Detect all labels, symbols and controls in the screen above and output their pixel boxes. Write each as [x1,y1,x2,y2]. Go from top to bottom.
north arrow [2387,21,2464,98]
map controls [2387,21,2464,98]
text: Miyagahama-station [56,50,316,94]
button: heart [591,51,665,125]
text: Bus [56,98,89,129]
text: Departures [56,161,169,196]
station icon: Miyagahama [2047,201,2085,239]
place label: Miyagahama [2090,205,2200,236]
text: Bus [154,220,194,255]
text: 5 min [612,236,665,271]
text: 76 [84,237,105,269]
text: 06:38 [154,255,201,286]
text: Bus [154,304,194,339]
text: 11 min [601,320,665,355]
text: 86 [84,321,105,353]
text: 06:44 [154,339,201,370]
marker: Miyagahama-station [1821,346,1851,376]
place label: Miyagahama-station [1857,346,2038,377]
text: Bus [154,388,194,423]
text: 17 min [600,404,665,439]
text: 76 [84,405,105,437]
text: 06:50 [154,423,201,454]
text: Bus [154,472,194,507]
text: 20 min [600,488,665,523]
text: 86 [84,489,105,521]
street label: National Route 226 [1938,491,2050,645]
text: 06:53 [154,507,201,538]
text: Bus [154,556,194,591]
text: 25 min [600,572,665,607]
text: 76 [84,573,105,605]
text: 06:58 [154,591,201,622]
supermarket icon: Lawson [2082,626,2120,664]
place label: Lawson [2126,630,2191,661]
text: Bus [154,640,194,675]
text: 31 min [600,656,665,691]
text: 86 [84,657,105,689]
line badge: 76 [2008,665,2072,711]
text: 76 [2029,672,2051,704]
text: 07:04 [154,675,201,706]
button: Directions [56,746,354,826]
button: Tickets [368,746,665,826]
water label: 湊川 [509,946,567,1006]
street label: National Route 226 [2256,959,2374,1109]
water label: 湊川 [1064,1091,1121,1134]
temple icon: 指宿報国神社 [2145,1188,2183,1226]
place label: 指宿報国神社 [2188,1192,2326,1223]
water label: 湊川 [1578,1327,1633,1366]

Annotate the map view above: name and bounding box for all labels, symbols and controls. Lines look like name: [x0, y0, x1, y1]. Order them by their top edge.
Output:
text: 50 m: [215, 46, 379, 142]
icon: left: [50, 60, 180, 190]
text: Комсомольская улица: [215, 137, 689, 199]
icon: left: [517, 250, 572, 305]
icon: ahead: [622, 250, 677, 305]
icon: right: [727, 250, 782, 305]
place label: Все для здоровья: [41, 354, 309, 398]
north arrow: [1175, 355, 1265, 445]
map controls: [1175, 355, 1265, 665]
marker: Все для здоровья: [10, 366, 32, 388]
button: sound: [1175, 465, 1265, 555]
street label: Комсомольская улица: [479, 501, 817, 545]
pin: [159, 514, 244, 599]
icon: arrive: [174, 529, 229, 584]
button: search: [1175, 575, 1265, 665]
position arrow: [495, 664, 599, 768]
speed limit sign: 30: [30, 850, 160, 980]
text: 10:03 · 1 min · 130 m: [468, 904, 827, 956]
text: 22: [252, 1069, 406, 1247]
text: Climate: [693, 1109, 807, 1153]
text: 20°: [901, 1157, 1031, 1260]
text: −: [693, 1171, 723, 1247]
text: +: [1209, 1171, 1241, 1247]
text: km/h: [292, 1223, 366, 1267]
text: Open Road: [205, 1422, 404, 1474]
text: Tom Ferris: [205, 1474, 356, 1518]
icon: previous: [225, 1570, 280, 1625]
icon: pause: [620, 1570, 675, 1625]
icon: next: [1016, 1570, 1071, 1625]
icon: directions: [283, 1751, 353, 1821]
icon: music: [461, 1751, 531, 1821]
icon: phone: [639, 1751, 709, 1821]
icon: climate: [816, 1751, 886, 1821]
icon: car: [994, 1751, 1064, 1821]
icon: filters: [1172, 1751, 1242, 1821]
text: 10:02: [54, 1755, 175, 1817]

• _Your assignment_
State the number of lines in the records that include "station", and write nothing else.

• _Finished task_
4